A particle is moving along the parabola 4y = (x + 2)^2 in such a way that
its x-coordinate is increasing at a constant rate of 2 units per second. How
fast is the particle's distance to the point (-2, 0) changing at the moment
that the particle is at the point (2, 4)?
Let the point be at the position P(x,y)
The parabola has vertex at (-2,0), so the question is how fast is P moving away from the vertex.
Let the distance be D
D^2 = (x+2)^2 + y^2
= (x+2)^2 + (x+2)^4/16
2D dD/dt = 2(x+2) dx/dt + (1/4)(x+2)^3 dx/dt
dD/dt = [2(x+2) dx/dt + (1/4)(x+2)^3 dx/dt]/(2D)
when x = 2
D^2 = 16 + 256/16
= 32
D = √32
dD/dt = [2(4)(2) + (1/4(64)(2)]/(2√32)
= 24/√32 = 6/√2 = appr. 4.243 units per second
check my arithmetic
To find how fast the particle's distance to the point (-2, 0) is changing, we can use the concept of related rates.
Let's denote the distance between the particle and the point (-2, 0) as D. We want to find dD/dt, the rate at which D is changing with respect to time.
First, let's find an equation that relates D to the coordinates of the particle (x, y). The distance D is the hypotenuse of a right triangle formed by the line segment connecting the particle and the point (-2, 0), and the vertical line segment connecting the particle and the x-axis.

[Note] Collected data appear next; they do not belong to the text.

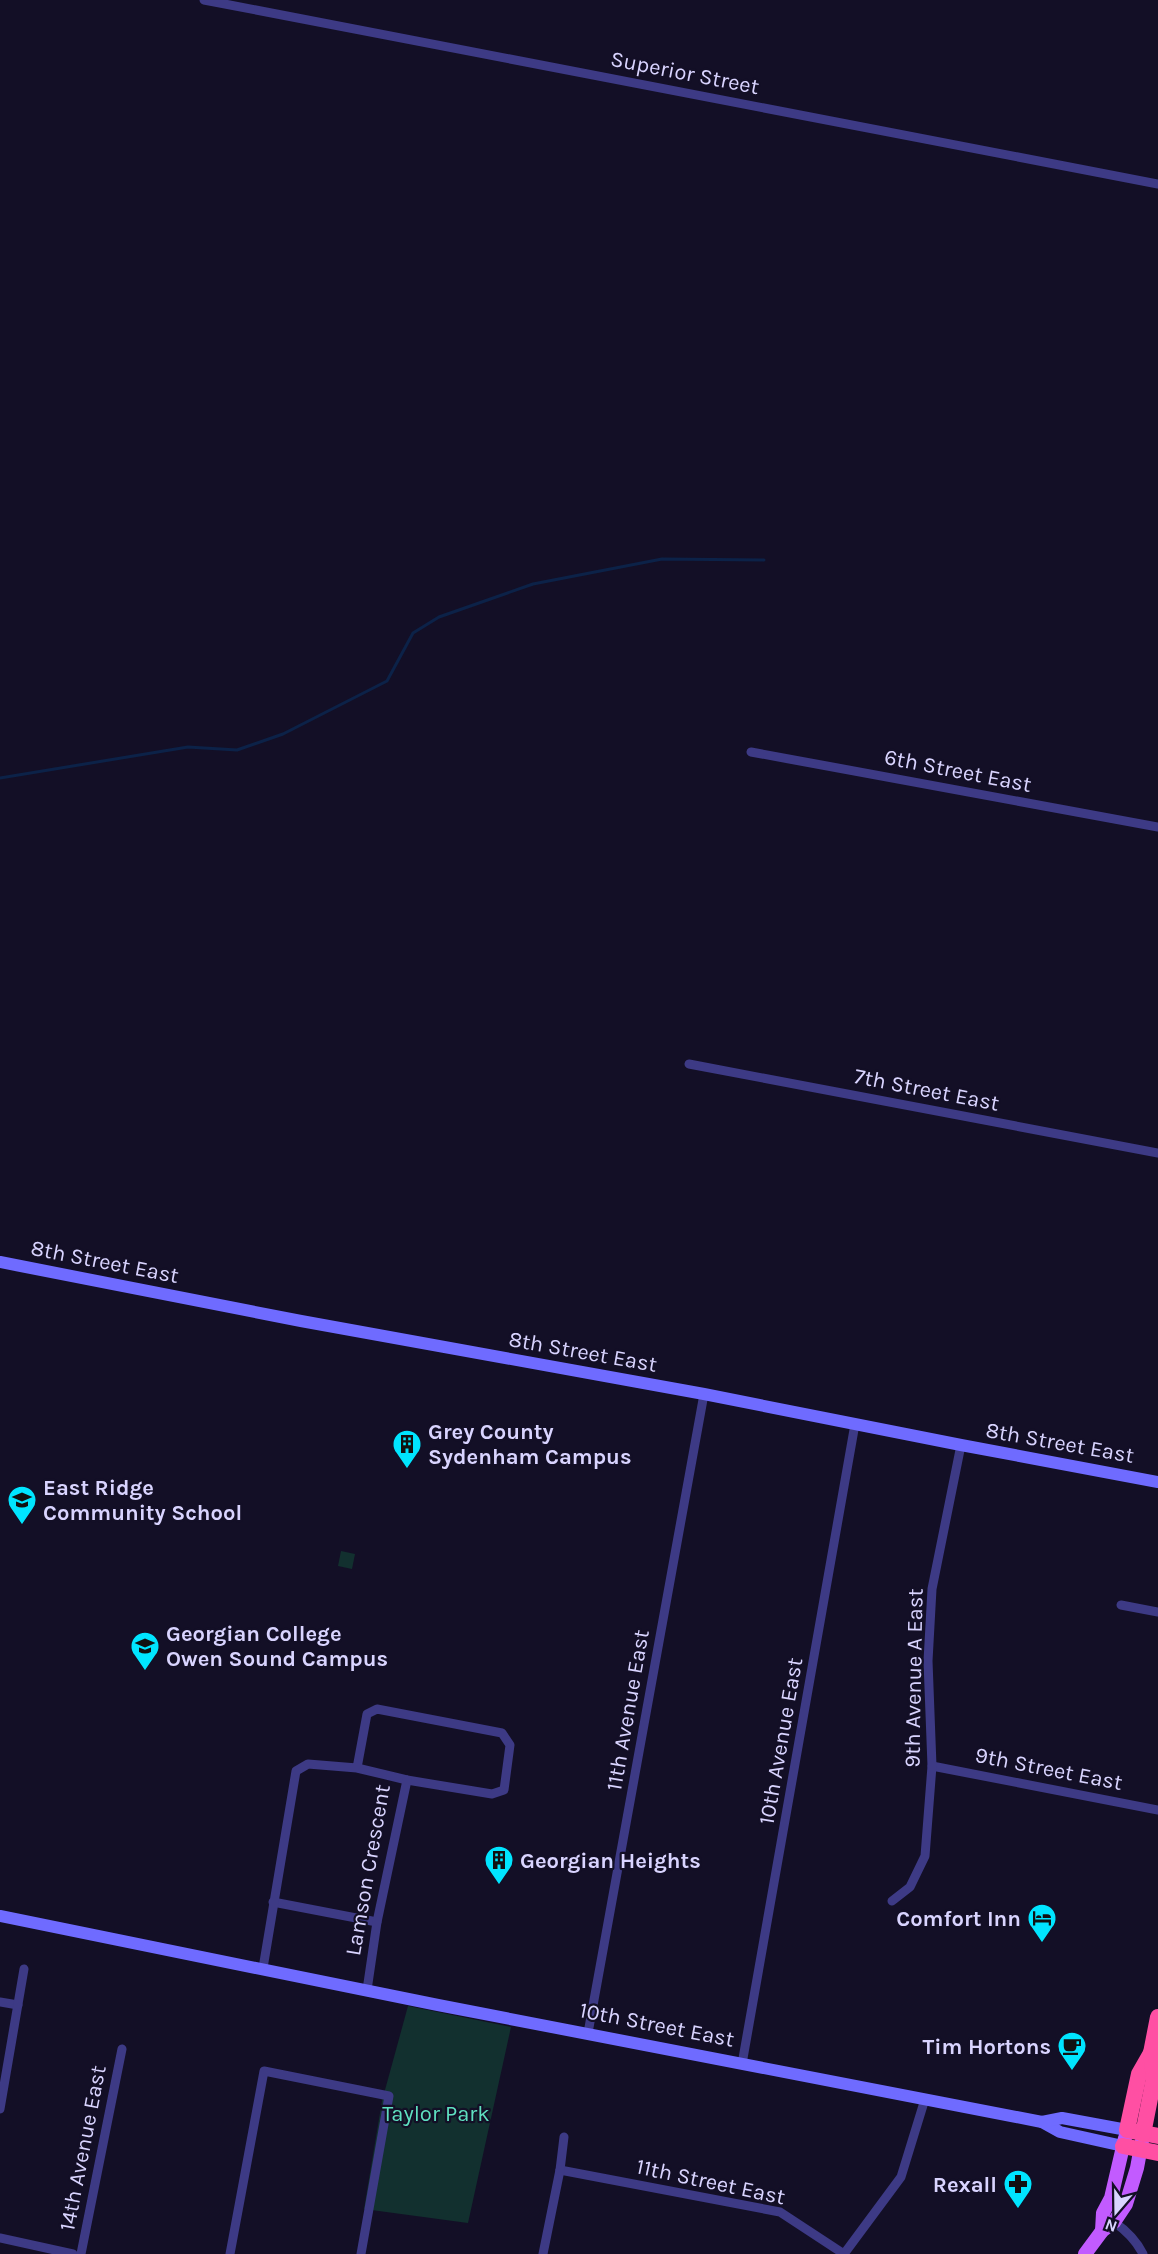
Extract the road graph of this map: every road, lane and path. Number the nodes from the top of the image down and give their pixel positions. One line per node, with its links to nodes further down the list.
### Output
1 (204, 0): 2 (street, Superior Street)
2 (1158, 184)
3 (751, 752): 4 (street, 6th Street East)
4 (1158, 827)
5 (689, 1064): 6 (street, 7th Street East)
6 (1158, 1153)
7 (0, 1262): 8 (main road, 8th Street East)
8 (704, 1394): 9 (main road, 8th Street East); 28 (street, 11th Avenue East)
9 (855, 1424): 10 (main road, 8th Street East); 30 (street, 10th Avenue East)
10 (961, 1445): 11 (main road, 8th Street East); 14 (street, 9th Avenue A East)
11 (1158, 1482)
12 (1121, 1605): 13 (street)
13 (1158, 1612)
14 (932, 1766): 17 (street, 9th Street East); 18 (street, 9th Avenue A East)
15 (357, 1768): 16 (street, Lamson Crescent); 16 (street); 19 (street, Lamson Crescent)
16 (406, 1780): 21 (street, Lamson Crescent)
17 (1158, 1810)
18 (892, 1901)
19 (273, 1902): 21 (street); 22 (street, Lamson Crescent)
20 (0, 1916): 22 (main road, 10th Street East)
21 (376, 1922): 24 (street, Lamson Crescent)
22 (263, 1968): 24 (main road, 10th Street East)
23 (24, 1969): 26 (street)
24 (367, 1990): 28 (main road, 10th Street East)
25 (0, 2002): 26 (street)
26 (18, 2005): 32 (street)
27 (1158, 2017): 34 (highway)
28 (588, 2033): 30 (main road, 10th Street East)
29 (122, 2049): 41 (street, 14th Avenue East)
30 (742, 2064): 31 (main road, 10th Street East)
31 (925, 2098): 34 (main road, 10th Street East); 45 (street)
32 (0, 2109)
33 (564, 2137): 36 (street)
34 (1138, 2139): 35 (highway, 10th Street East); 37 (main road); 38 (main road)
35 (1158, 2153)
36 (560, 2170): 44 (street); 45 (street, 11th Street East)
37 (1114, 2222): 38 (main road); 47 (street)
38 (1102, 2231): 46 (main road)
39 (0, 2238): 40 (street)
40 (73, 2254)
41 (81, 2254)
42 (230, 2254): 43 (street)
43 (361, 2254)
44 (543, 2254)
45 (844, 2254)
46 (1085, 2254)
47 (1143, 2254)

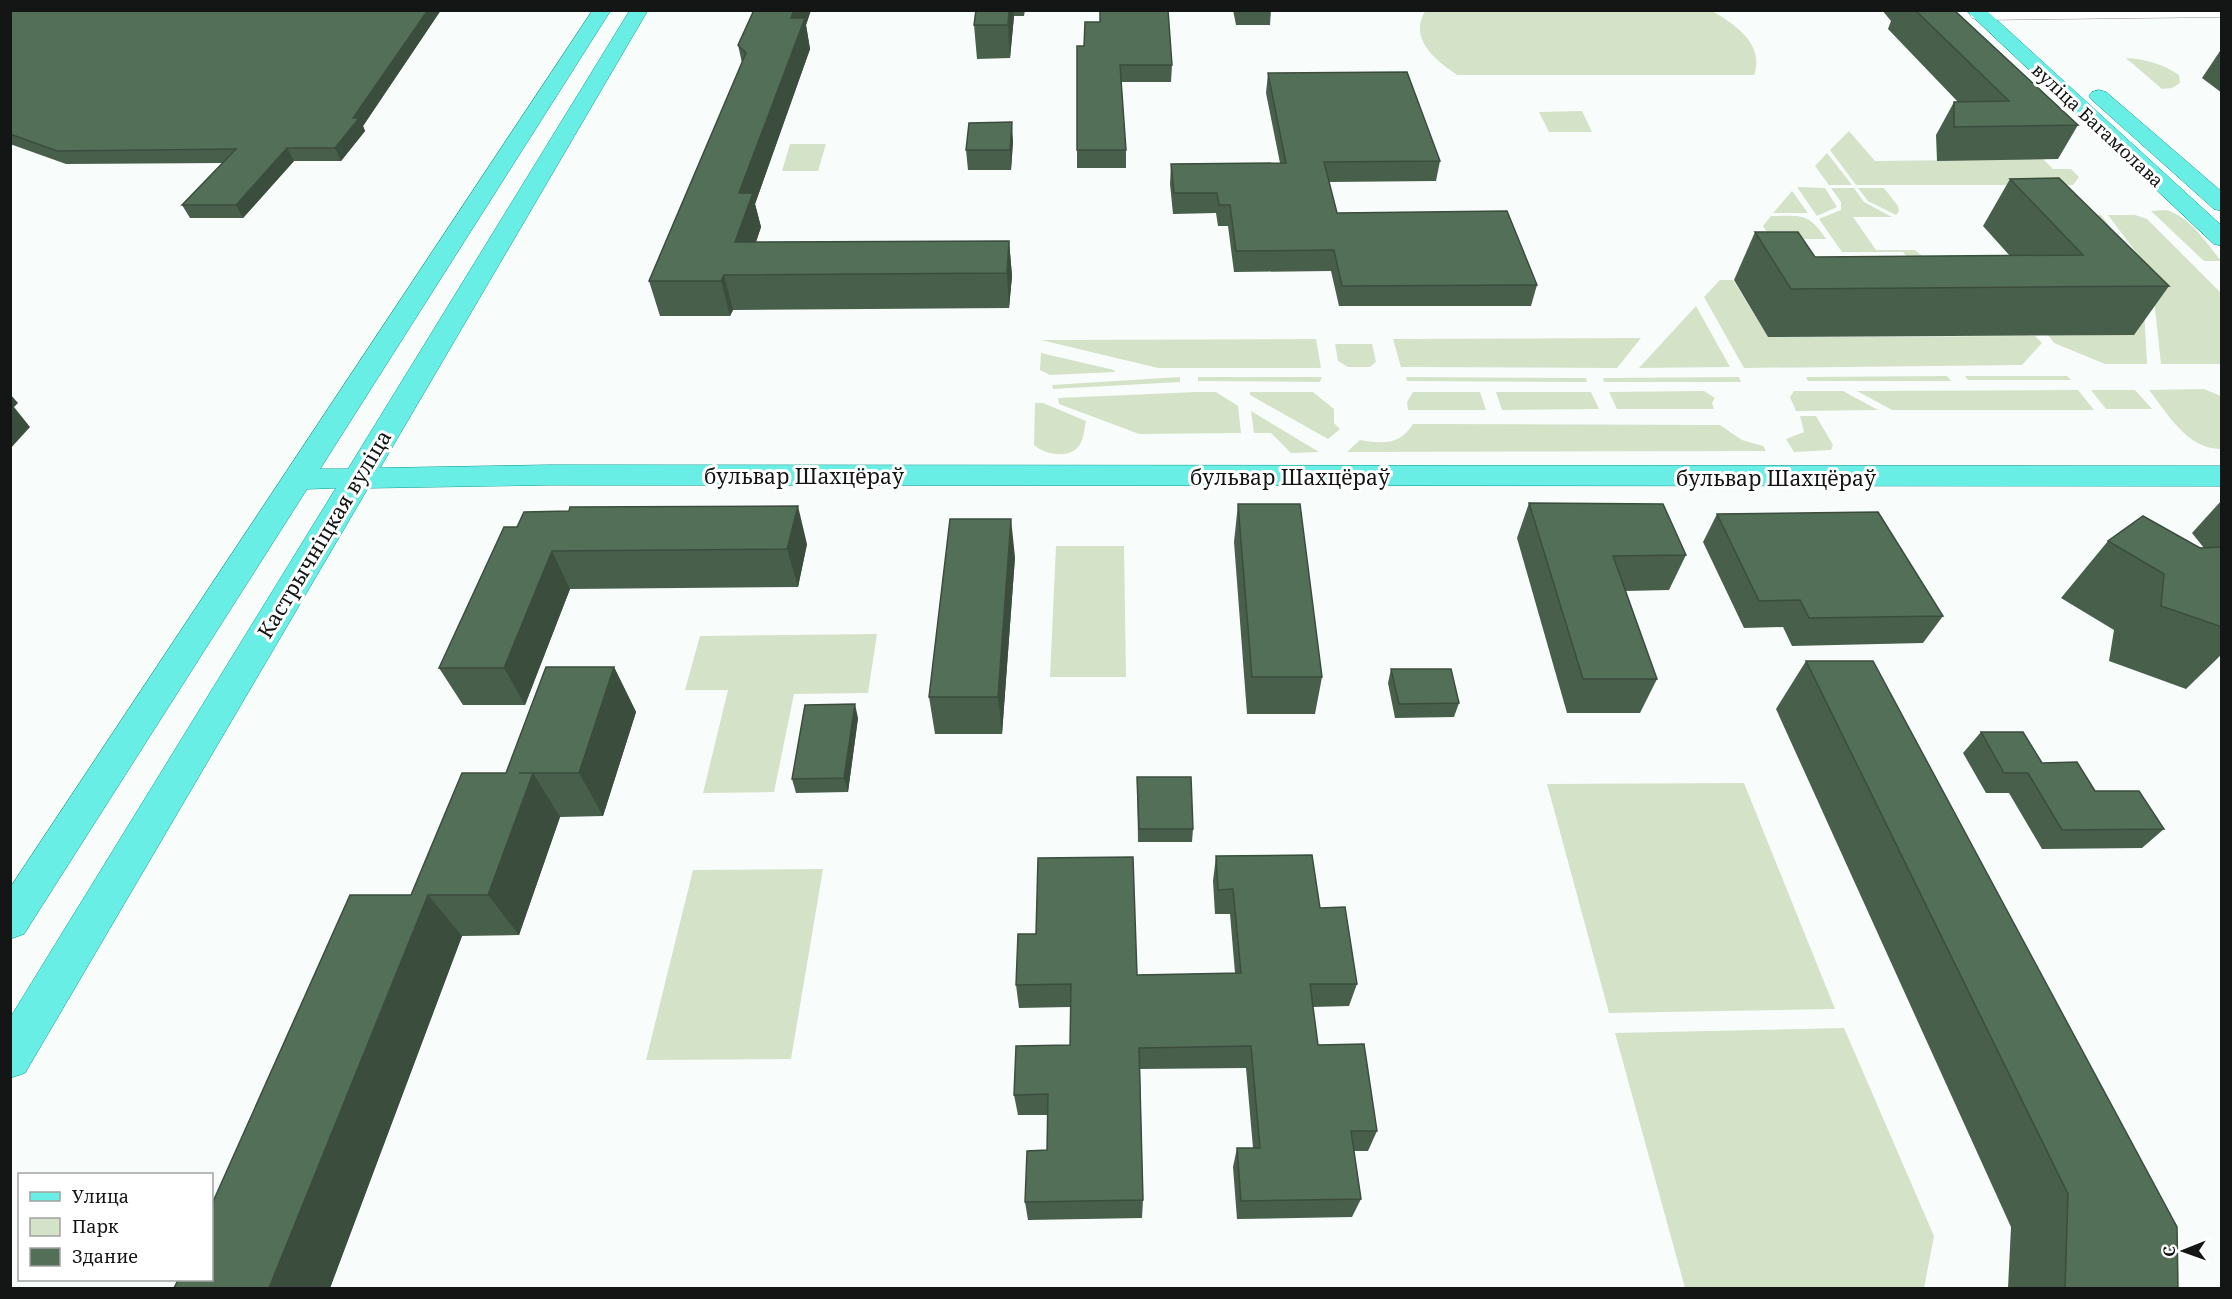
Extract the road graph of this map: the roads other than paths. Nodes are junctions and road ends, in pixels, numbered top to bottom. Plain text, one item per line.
1 (602, 10) edge
2 (639, 10) edge
3 (2004, 11) edge
4 (2222, 11) edge
5 (1977, 12) edge
6 (2067, 68) dead end
7 (2084, 83) dead end
8 (2222, 204) edge
9 (2222, 238) edge
10 (2222, 476) edge
11 (358, 477) junction
12 (298, 479) junction
13 (10, 922) edge
14 (10, 1058) edge

1 - 12 main road
2 - 11 main road, Кастрычніцкая вуліца
3 - 4 street
3 - 5 street
3 - 6 main road, вуліца Багамолава
5 - 9 main road, вуліца Багамолава
7 - 8 main road, вуліца Багамолава
10 - 11 main road, бульвар Шахцёраў
11 - 12 main road, бульвар Шахцёраў
11 - 14 main road, Кастрычніцкая вуліца
12 - 13 main road

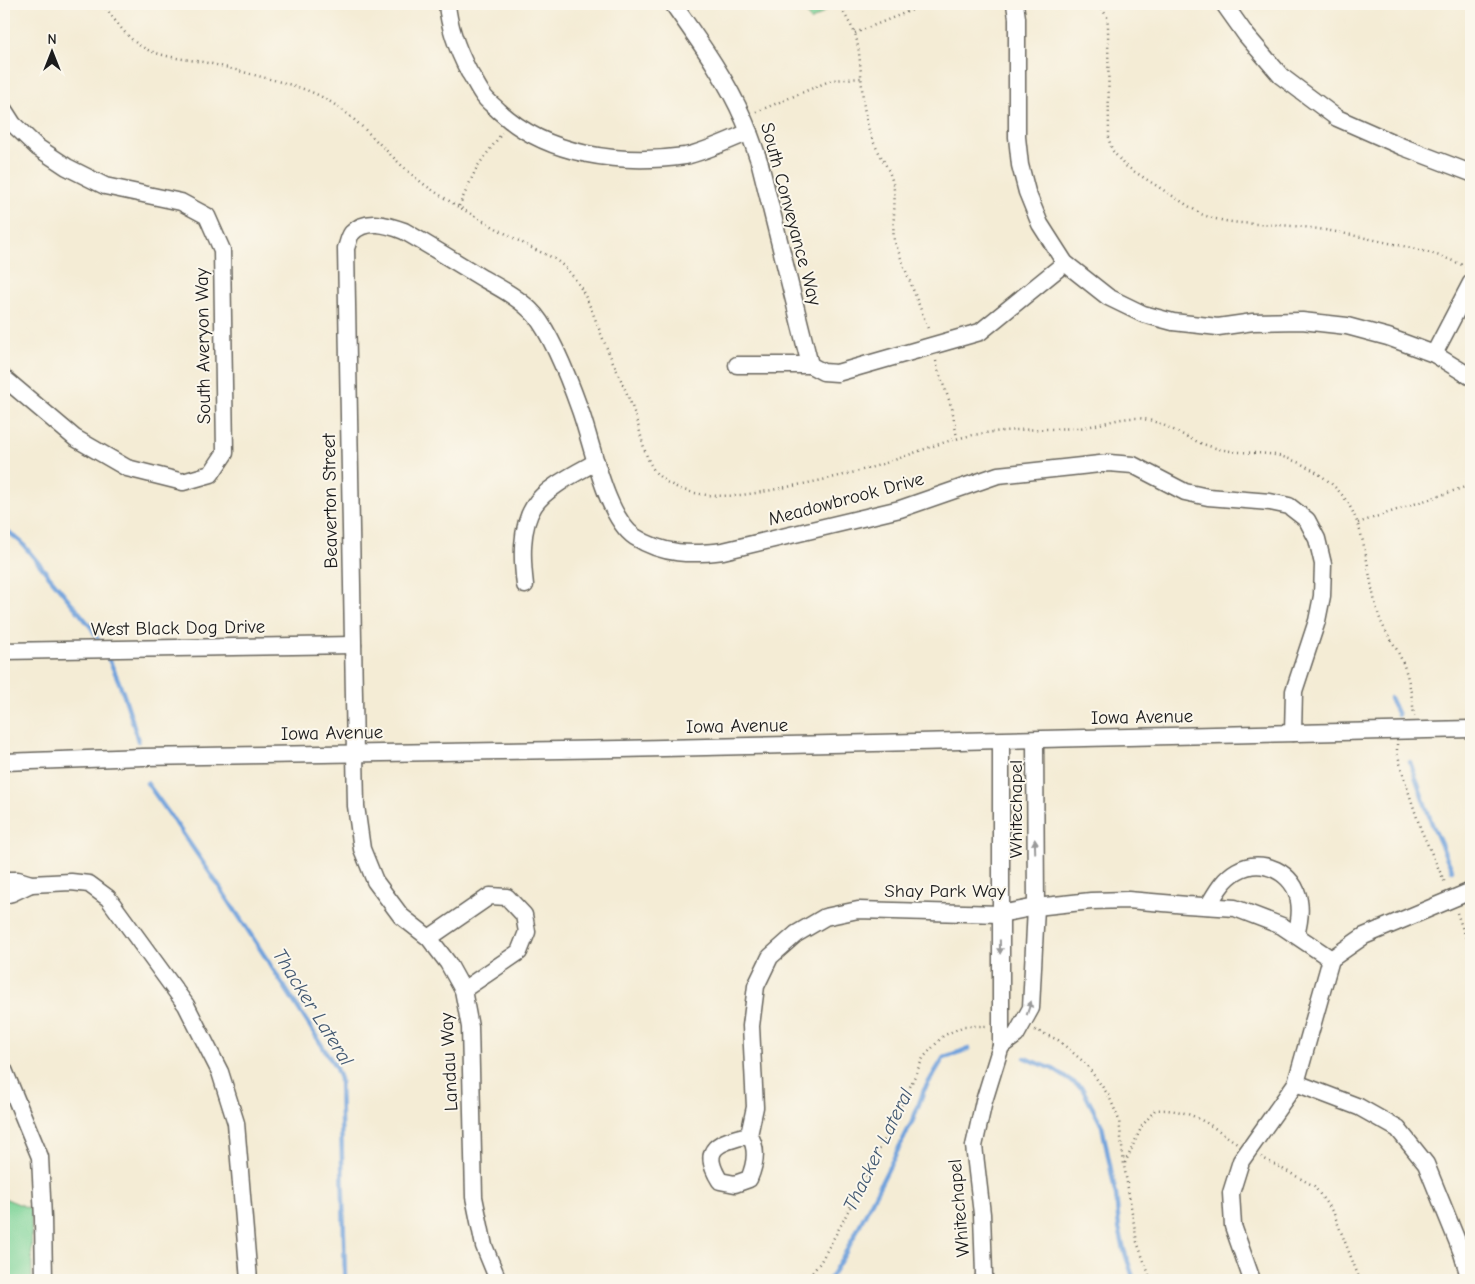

Using the Pythagorean theorem, we can write:
D^2 = (x - (-2))^2 + (y - 0)^2
D^2 = (x + 2)^2 + y^2
Next, we need to express the variables x and y in terms of time t, since they are changing with respect to time. We are given that the x-coordinate is increasing at a constant rate of 2 units per second. So, we can write:
dx/dt = 2
Now, let's differentiate both sides of the equation D^2 = (x + 2)^2 + y^2 with respect to time t using implicit differentiation:
d(D^2)/dt = d((x + 2)^2 + y^2)/dt
Using the chain rule, we have:
2D * dD/dt = 2(x + 2) * dx/dt + 2y * dy/dt
Since we are interested in finding dD/dt, let's rearrange the equation:
dD/dt = ((x + 2) * dx/dt + y * dy/dt) / D
We're given that the particle is at the point (2, 4), so we can substitute x = 2 and y = 4 into the equation:
dD/dt = ((2 + 2) * 2 + 4 * dy/dt) / D
Now, we need to find dy/dt, the rate at which y is changing with respect to time. To do this, we can differentiate the equation of the parabola 4y = (x + 2)^2 implicitly:
d(4y)/dt = d((x + 2)^2)/dt
4 * dy/dt = 2(x + 2) * dx/dt
Substituting dx/dt = 2, we have:
4 * dy/dt = 2(2 + 2)
Simplifying, we get:
4 * dy/dt = 8
Dividing both sides by 4, we find:
dy/dt = 2
Now, we can substitute dx/dt = 2, x = 2, y = 4, and dy/dt = 2 into the equation for dD/dt:
dD/dt = ((2 + 2) * 2 + 4 * 2) / D
dD/dt = (4 * 2 + 4 * 2) / D
Simplifying, we find:
dD/dt = (8 + 8) / D
dD/dt = 16 / D
To find the value of D, we substitute x = 2 and y = 4 into the equation D^2 = (x + 2)^2 + y^2:
D^2 = (2 + 2)^2 + 4^2
D^2 = 16 + 16
D^2 = 32
Taking the square root of both sides, we find:
D = √32
D = 4√2
Finally, we can substitute D = 4√2 into the equation for dD/dt:
dD/dt = 16 / (4√2)
Simplifying, we get:
dD/dt = 4 / √2
dD/dt = 4√2 / 2
dD/dt = 2√2
Therefore, the particle's distance to the point (-2, 0) is changing at a rate of 2√2 units per second at the moment when the particle is at the point (2, 4).